What you are asked to do
Report every line of the listing below in which the string "HUCH" appears.

• • • • •

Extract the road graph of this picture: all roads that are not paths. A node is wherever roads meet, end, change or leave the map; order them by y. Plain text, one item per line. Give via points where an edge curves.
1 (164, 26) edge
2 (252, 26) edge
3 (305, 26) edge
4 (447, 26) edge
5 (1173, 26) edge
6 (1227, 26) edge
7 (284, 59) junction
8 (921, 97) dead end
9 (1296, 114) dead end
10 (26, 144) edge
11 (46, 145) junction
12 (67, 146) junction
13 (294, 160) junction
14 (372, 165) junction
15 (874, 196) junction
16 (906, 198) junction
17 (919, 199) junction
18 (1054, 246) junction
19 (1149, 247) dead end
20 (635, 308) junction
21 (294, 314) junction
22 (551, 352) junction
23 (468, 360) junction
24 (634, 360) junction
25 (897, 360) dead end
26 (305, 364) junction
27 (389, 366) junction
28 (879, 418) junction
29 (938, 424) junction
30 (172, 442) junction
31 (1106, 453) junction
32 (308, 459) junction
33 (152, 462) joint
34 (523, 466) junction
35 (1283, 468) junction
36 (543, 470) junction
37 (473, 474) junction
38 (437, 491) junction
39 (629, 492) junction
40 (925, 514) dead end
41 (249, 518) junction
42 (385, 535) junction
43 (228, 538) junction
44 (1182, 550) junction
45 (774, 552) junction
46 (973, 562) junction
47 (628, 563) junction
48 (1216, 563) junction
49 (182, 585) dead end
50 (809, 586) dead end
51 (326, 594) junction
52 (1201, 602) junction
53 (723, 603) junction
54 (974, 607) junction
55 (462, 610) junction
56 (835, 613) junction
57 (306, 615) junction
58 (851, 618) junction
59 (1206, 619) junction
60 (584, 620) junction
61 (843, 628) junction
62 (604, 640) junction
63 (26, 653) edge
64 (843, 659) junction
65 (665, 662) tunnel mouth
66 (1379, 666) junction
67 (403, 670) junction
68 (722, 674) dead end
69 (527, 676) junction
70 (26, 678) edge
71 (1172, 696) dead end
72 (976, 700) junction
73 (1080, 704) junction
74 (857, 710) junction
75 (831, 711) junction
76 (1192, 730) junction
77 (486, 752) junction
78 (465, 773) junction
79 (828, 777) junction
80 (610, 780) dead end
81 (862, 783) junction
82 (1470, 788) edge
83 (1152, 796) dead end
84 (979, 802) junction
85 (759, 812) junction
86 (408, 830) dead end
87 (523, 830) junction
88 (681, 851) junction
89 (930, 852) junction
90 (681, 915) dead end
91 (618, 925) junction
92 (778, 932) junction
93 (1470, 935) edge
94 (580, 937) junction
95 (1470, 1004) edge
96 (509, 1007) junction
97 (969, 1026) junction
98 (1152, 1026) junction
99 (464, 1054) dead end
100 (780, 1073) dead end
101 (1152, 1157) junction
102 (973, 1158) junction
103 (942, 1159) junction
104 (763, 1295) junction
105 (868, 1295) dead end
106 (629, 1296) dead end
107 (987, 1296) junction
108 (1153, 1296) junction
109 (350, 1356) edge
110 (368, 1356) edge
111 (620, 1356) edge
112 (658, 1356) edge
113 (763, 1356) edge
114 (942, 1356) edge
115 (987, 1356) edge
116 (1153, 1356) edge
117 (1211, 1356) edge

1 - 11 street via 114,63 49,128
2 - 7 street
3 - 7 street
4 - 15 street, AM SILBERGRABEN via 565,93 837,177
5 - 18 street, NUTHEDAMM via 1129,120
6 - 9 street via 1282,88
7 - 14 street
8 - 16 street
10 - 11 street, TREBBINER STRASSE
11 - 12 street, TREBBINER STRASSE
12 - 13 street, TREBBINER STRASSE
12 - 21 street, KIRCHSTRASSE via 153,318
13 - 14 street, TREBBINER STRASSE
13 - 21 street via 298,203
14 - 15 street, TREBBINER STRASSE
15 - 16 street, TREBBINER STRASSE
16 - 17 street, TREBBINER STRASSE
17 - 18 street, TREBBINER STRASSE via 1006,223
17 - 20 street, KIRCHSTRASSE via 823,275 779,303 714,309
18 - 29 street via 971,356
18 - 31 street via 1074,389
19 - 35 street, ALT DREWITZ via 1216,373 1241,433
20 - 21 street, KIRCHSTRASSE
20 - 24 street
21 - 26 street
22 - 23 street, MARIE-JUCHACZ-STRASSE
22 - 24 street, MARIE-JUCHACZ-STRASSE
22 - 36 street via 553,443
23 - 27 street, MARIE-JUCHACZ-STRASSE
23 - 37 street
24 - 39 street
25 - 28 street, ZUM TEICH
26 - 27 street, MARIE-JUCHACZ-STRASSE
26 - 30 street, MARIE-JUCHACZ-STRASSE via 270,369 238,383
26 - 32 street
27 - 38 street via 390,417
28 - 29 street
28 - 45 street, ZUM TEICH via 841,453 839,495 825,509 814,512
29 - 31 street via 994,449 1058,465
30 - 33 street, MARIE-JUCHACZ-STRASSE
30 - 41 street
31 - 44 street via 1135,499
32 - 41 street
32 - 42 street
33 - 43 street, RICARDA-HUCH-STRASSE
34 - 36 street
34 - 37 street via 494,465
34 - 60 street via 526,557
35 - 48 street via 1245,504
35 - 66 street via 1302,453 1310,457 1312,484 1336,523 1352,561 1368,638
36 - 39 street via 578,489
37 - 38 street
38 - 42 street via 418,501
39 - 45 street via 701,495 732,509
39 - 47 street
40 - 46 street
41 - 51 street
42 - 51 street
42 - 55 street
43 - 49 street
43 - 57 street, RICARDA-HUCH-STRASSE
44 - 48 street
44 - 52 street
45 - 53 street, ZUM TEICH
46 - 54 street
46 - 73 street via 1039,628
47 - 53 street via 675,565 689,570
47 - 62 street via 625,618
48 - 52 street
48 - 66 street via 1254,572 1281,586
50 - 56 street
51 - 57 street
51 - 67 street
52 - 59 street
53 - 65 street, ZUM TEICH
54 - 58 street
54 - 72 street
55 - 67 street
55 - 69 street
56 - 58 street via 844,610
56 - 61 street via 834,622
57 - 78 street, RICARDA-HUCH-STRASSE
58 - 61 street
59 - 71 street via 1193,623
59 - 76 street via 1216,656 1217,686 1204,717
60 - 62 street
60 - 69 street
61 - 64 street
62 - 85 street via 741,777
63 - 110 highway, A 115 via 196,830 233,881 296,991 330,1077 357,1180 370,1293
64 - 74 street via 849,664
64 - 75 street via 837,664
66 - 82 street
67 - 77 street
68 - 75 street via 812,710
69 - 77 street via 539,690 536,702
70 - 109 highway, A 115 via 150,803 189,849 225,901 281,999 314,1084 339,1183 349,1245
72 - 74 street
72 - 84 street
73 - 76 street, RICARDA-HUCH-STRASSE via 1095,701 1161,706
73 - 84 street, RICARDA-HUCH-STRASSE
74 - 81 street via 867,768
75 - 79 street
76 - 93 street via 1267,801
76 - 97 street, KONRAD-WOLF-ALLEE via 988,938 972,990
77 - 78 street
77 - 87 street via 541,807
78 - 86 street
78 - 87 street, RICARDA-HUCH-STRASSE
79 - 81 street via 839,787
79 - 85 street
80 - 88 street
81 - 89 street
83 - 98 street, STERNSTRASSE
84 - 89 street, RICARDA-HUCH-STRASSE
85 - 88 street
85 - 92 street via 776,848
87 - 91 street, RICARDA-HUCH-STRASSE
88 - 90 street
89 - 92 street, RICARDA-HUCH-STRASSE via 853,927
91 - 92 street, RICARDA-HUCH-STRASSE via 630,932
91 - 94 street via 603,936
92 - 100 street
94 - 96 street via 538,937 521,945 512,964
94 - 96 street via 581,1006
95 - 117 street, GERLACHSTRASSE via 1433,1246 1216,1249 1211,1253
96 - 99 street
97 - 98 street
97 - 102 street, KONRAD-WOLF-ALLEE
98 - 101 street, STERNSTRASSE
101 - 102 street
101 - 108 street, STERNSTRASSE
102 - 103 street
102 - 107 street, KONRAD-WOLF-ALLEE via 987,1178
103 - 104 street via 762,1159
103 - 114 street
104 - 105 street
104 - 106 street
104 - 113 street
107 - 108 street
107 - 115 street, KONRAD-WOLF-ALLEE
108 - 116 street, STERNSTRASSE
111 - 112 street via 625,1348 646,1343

• • • • •

Result
33 - 43 street, RICARDA-HUCH-STRASSE
43 - 57 street, RICARDA-HUCH-STRASSE
57 - 78 street, RICARDA-HUCH-STRASSE
73 - 76 street, RICARDA-HUCH-STRASSE via 1095,701 1161,706
73 - 84 street, RICARDA-HUCH-STRASSE
78 - 87 street, RICARDA-HUCH-STRASSE
84 - 89 street, RICARDA-HUCH-STRASSE
87 - 91 street, RICARDA-HUCH-STRASSE
89 - 92 street, RICARDA-HUCH-STRASSE via 853,927
91 - 92 street, RICARDA-HUCH-STRASSE via 630,932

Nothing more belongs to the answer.